In the relative calm of estuaries, a lot of this detritus effectively “snows” down onto the bed of the estuary, forming the mudflats. 

The leaves of seagrass and saltmarsh plants are held up into the water, further calming the water between them and facilitating this snowfall of detritus and building up beneath their plants and meadows.

This sediment and detritus can build up to be many metres deep, containing huge amounts of carbon within them and locked up potentially for thousands of years if left undisturbed.  

With our present concerns about carbon emissions and climate change, there is a growing emphasis on conserving and restoring our saltmarshes and seagrass meadows in particular to help accelerate the amount of carbon they take out of the atmosphere ultimately and lock away. 

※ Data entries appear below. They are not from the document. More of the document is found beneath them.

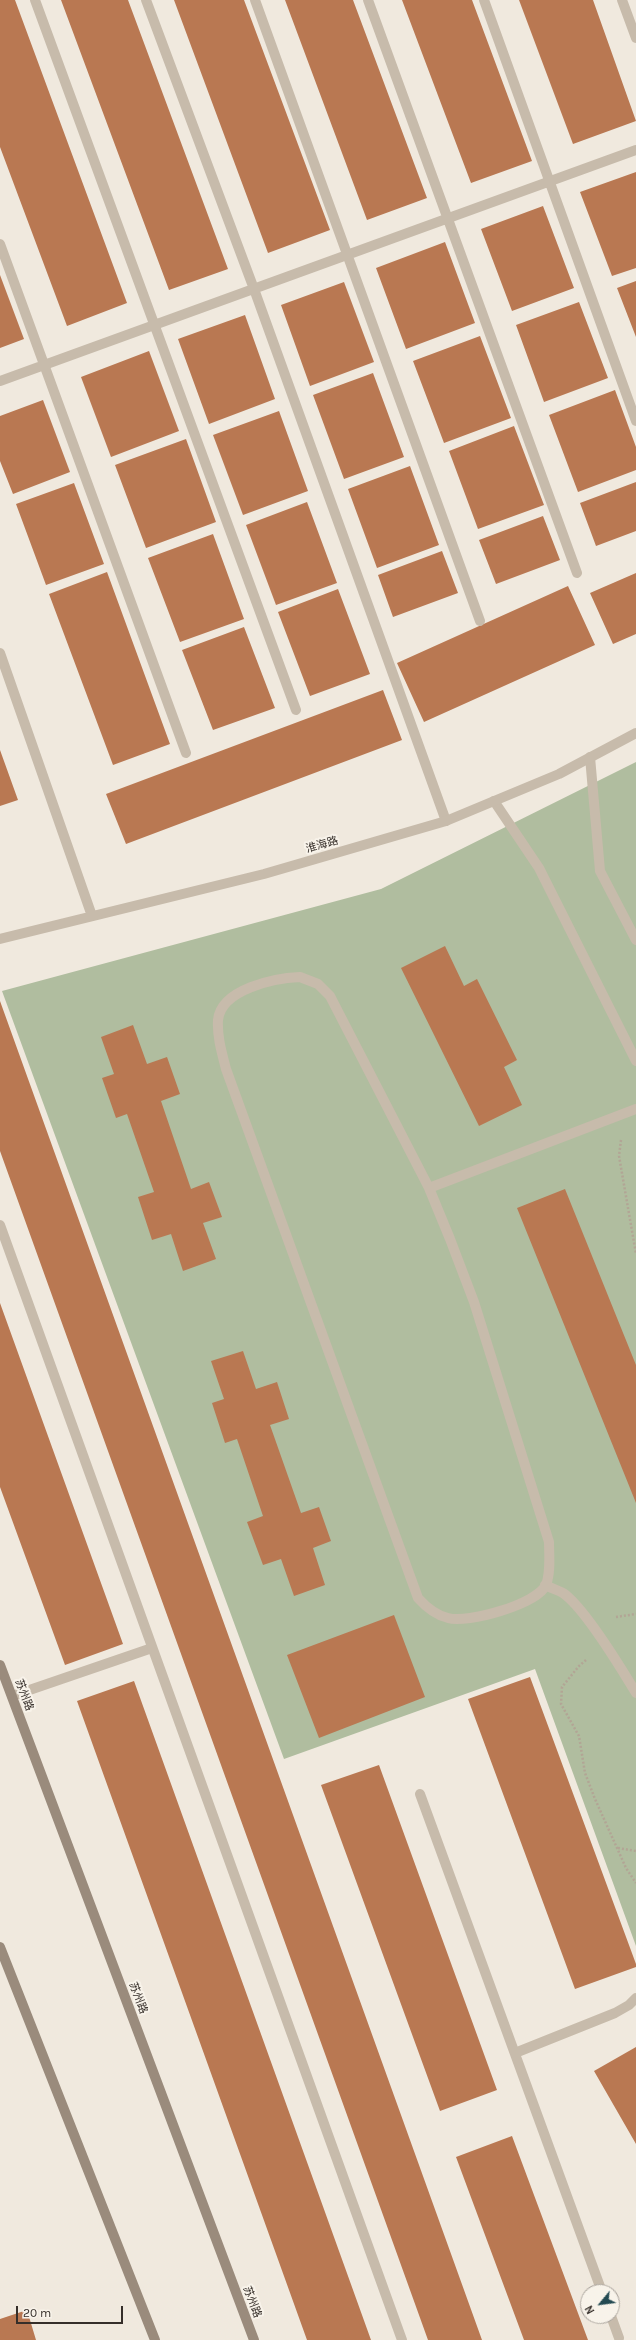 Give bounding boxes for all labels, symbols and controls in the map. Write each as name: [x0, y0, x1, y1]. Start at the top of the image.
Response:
street label: 淮海路: [304, 834, 340, 856]
street label: 苏州路: [12, 1677, 36, 1713]
street label: 苏州路: [126, 1980, 150, 2016]
street label: 苏州路: [240, 2284, 264, 2320]
north arrow: [580, 2284, 620, 2324]
scale bar: [18, 2298, 125, 2324]
text: N: [582, 2303, 598, 2316]
text: 20 m: [23, 2306, 51, 2320] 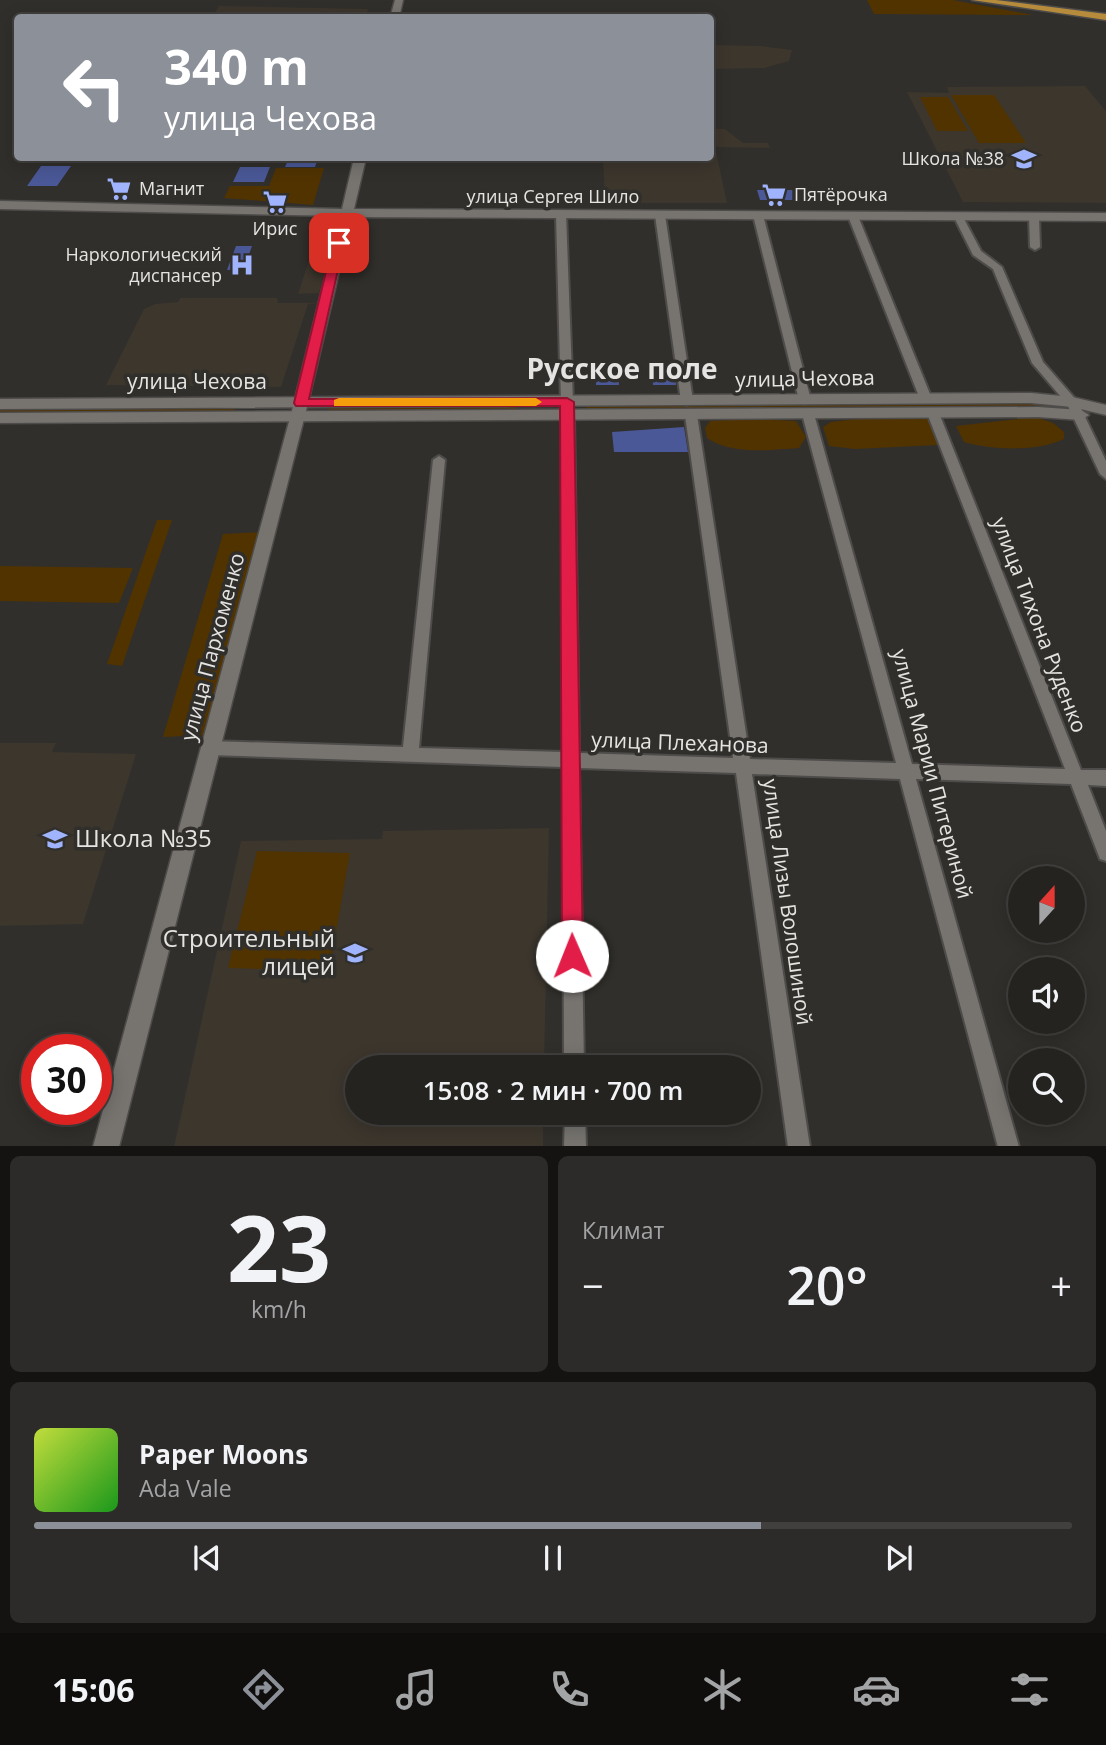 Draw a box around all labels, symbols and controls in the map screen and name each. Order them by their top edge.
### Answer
text: 340 m [164,33,309,99]
icon: left [49,42,140,133]
text: улица Чехова [164,96,377,139]
school or university icon: Школа №38 [1010,145,1038,173]
place label: Школа №38 [901,146,1004,170]
supermarket icon: Магнит [105,175,133,203]
place label: Магнит [139,176,205,200]
supermarket icon: Пятёрочка [760,181,788,209]
place label: Пятёрочка [794,182,888,206]
street label: улица Сергея Шило [467,184,639,208]
supermarket icon: Ирис [261,188,289,216]
pin [309,213,369,273]
place label: Ирис [253,216,298,240]
icon: arrive [320,224,358,262]
place label: Наркологический диспансер [65,242,222,287]
hospital icon: Наркологический диспансер [228,251,256,279]
district label: Русское поле [527,349,717,387]
street label: улица Чехова [735,363,875,393]
street label: улица Чехова [127,367,267,395]
street label: улица Тихона Руденко [986,513,1094,737]
street label: улица Пархоменко [173,550,251,744]
street label: улица Марии Питериной [886,646,980,902]
street label: улица Плеханова [591,725,769,759]
street label: улица Лизы Волошиной [757,777,819,1027]
place label: Школа №35 [75,821,212,854]
school or university icon: Школа №35 [41,825,69,853]
north arrow [1008,866,1085,943]
map controls [1008,866,1085,1125]
position arrow [535,919,609,993]
place label: Строительный лицей [163,921,335,982]
school or university icon: Строительный лицей [341,939,369,967]
button: sound [1008,957,1085,1034]
speed limit sign: 30 [21,1034,112,1125]
button: search [1008,1048,1085,1125]
text: 15:08 · 2 мин · 700 m [423,1072,683,1108]
text: 23 [227,1185,331,1309]
text: Климат [582,1214,664,1246]
text: 20° [786,1249,868,1320]
text: − [582,1259,604,1311]
text: + [1050,1259,1072,1311]
text: km/h [251,1293,307,1325]
text: Paper Moons [139,1436,308,1472]
text: Ada Vale [139,1472,232,1504]
icon: previous [188,1539,226,1577]
icon: pause [534,1539,572,1577]
icon: next [880,1539,918,1577]
icon: directions [239,1665,288,1714]
icon: music [392,1665,441,1714]
icon: phone [545,1665,594,1714]
icon: climate [698,1665,747,1714]
icon: car [852,1665,901,1714]
icon: filters [1005,1665,1054,1714]
text: 15:06 [52,1668,134,1711]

Rainforests do obviously take out great volumes of carbon within their jungles of trees too but such is the rate of recycling of organic matter within them, it doesn’t build up in the same way and typically the soil beneath rainforests is remarkably thin. 

There is a growing belief that seaweed gardens and kelp forests in particular, also take up important amounts of carbon but as these seaweeds naturally grow up from shallow rocky seabeds, the organic matter from these does not build directly beneath them but may wash out into the depths of the ocean and snow down onto the colossal beds of deep ooze covering much of the bed of the ocean. Or maybe some too is carried back into our estuaries to be trapped there. Our local champion of carbon trappers are our saltmarshes and in particular those areas of reclaimed land that have been restored to saltmarsh by allowing the saltwater back into them with the tides – a  recent example being a project that made the regional news with 55 hectares of historic flood plains being restored to mudflats and saltmarsh within the Otter Estuary in East Devon. 

Closer to home is the South Efford Marsh near Aveton Gifford, managed as a nature reserve by the Devon Wildlife Trust.